INPUT:
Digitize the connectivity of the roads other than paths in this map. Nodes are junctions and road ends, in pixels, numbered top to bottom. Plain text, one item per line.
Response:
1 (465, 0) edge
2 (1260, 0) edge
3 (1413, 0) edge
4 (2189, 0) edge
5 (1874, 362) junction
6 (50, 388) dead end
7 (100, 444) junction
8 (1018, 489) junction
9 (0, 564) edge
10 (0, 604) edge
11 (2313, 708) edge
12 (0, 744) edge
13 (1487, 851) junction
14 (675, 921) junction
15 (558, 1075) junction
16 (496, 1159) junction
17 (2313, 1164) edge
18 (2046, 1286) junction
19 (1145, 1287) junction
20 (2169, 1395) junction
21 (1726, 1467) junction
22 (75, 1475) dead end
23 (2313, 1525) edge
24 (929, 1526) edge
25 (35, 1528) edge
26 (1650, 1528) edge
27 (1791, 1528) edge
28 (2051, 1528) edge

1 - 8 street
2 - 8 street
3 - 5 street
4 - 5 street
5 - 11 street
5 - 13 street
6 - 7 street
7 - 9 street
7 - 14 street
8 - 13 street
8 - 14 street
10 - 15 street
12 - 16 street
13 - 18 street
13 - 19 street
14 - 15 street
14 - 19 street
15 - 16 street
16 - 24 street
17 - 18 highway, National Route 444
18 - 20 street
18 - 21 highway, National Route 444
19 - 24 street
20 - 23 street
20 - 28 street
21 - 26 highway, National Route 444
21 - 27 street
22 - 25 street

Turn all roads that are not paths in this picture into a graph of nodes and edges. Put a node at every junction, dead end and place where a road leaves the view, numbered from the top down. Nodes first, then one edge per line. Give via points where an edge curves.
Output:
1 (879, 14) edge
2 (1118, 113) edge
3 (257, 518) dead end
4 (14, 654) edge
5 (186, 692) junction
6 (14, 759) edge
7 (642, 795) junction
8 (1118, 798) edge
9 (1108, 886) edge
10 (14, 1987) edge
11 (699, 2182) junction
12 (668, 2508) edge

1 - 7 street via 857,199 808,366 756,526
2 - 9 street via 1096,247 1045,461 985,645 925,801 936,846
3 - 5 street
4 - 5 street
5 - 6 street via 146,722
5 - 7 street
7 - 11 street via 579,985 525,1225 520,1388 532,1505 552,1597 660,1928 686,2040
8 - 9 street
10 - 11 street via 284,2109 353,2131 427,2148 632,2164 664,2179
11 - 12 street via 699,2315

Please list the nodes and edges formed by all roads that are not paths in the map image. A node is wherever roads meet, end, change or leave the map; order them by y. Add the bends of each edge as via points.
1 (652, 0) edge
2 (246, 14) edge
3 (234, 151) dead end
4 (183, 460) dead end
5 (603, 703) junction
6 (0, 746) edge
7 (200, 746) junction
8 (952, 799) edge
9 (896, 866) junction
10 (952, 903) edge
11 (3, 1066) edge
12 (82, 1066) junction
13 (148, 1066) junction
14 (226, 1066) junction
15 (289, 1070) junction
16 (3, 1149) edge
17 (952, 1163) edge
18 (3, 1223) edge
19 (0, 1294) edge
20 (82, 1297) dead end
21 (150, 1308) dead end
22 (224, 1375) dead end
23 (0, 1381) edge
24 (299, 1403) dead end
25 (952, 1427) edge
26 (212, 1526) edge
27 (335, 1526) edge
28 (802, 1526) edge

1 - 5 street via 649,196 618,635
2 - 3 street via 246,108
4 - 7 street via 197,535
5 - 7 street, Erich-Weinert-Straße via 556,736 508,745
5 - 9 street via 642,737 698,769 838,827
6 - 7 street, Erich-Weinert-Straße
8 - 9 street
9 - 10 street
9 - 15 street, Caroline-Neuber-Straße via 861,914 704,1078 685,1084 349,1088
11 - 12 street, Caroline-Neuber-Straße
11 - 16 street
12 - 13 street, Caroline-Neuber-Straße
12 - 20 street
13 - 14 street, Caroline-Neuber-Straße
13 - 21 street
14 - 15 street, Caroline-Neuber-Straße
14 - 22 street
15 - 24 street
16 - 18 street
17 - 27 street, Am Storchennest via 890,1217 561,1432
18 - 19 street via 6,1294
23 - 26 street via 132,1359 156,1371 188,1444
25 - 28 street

EXERCISE: Reproduce the entire listing so that it matches the original in every line.

SOLUTION:
Digitize the connectivity of the roads other than paths in this map. Nodes are junctions and road ends, in pixels, numbered top to bottom. Plain text, one item per line.
Response:
1 (465, 0) edge
2 (1260, 0) edge
3 (1413, 0) edge
4 (2189, 0) edge
5 (1874, 362) junction
6 (50, 388) dead end
7 (100, 444) junction
8 (1018, 489) junction
9 (0, 564) edge
10 (0, 604) edge
11 (2313, 708) edge
12 (0, 744) edge
13 (1487, 851) junction
14 (675, 921) junction
15 (558, 1075) junction
16 (496, 1159) junction
17 (2313, 1164) edge
18 (2046, 1286) junction
19 (1145, 1287) junction
20 (2169, 1395) junction
21 (1726, 1467) junction
22 (75, 1475) dead end
23 (2313, 1525) edge
24 (929, 1526) edge
25 (35, 1528) edge
26 (1650, 1528) edge
27 (1791, 1528) edge
28 (2051, 1528) edge

1 - 8 street
2 - 8 street
3 - 5 street
4 - 5 street
5 - 11 street
5 - 13 street
6 - 7 street
7 - 9 street
7 - 14 street
8 - 13 street
8 - 14 street
10 - 15 street
12 - 16 street
13 - 18 street
13 - 19 street
14 - 15 street
14 - 19 street
15 - 16 street
16 - 24 street
17 - 18 highway, National Route 444
18 - 20 street
18 - 21 highway, National Route 444
19 - 24 street
20 - 23 street
20 - 28 street
21 - 26 highway, National Route 444
21 - 27 street
22 - 25 street

Turn all roads that are not paths in this picture into a graph of nodes and edges. Put a node at every junction, dead end and place where a road leaves the view, numbered from the top down. Nodes first, then one edge per line. Give via points where an edge curves.
Output:
1 (879, 14) edge
2 (1118, 113) edge
3 (257, 518) dead end
4 (14, 654) edge
5 (186, 692) junction
6 (14, 759) edge
7 (642, 795) junction
8 (1118, 798) edge
9 (1108, 886) edge
10 (14, 1987) edge
11 (699, 2182) junction
12 (668, 2508) edge

1 - 7 street via 857,199 808,366 756,526
2 - 9 street via 1096,247 1045,461 985,645 925,801 936,846
3 - 5 street
4 - 5 street
5 - 6 street via 146,722
5 - 7 street
7 - 11 street via 579,985 525,1225 520,1388 532,1505 552,1597 660,1928 686,2040
8 - 9 street
10 - 11 street via 284,2109 353,2131 427,2148 632,2164 664,2179
11 - 12 street via 699,2315

Please list the nodes and edges formed by all roads that are not paths in the map image. A node is wherever roads meet, end, change or leave the map; order them by y. Add the bends of each edge as via points.
1 (652, 0) edge
2 (246, 14) edge
3 (234, 151) dead end
4 (183, 460) dead end
5 (603, 703) junction
6 (0, 746) edge
7 (200, 746) junction
8 (952, 799) edge
9 (896, 866) junction
10 (952, 903) edge
11 (3, 1066) edge
12 (82, 1066) junction
13 (148, 1066) junction
14 (226, 1066) junction
15 (289, 1070) junction
16 (3, 1149) edge
17 (952, 1163) edge
18 (3, 1223) edge
19 (0, 1294) edge
20 (82, 1297) dead end
21 (150, 1308) dead end
22 (224, 1375) dead end
23 (0, 1381) edge
24 (299, 1403) dead end
25 (952, 1427) edge
26 (212, 1526) edge
27 (335, 1526) edge
28 (802, 1526) edge

1 - 5 street via 649,196 618,635
2 - 3 street via 246,108
4 - 7 street via 197,535
5 - 7 street, Erich-Weinert-Straße via 556,736 508,745
5 - 9 street via 642,737 698,769 838,827
6 - 7 street, Erich-Weinert-Straße
8 - 9 street
9 - 10 street
9 - 15 street, Caroline-Neuber-Straße via 861,914 704,1078 685,1084 349,1088
11 - 12 street, Caroline-Neuber-Straße
11 - 16 street
12 - 13 street, Caroline-Neuber-Straße
12 - 20 street
13 - 14 street, Caroline-Neuber-Straße
13 - 21 street
14 - 15 street, Caroline-Neuber-Straße
14 - 22 street
15 - 24 street
16 - 18 street
17 - 27 street, Am Storchennest via 890,1217 561,1432
18 - 19 street via 6,1294
23 - 26 street via 132,1359 156,1371 188,1444
25 - 28 street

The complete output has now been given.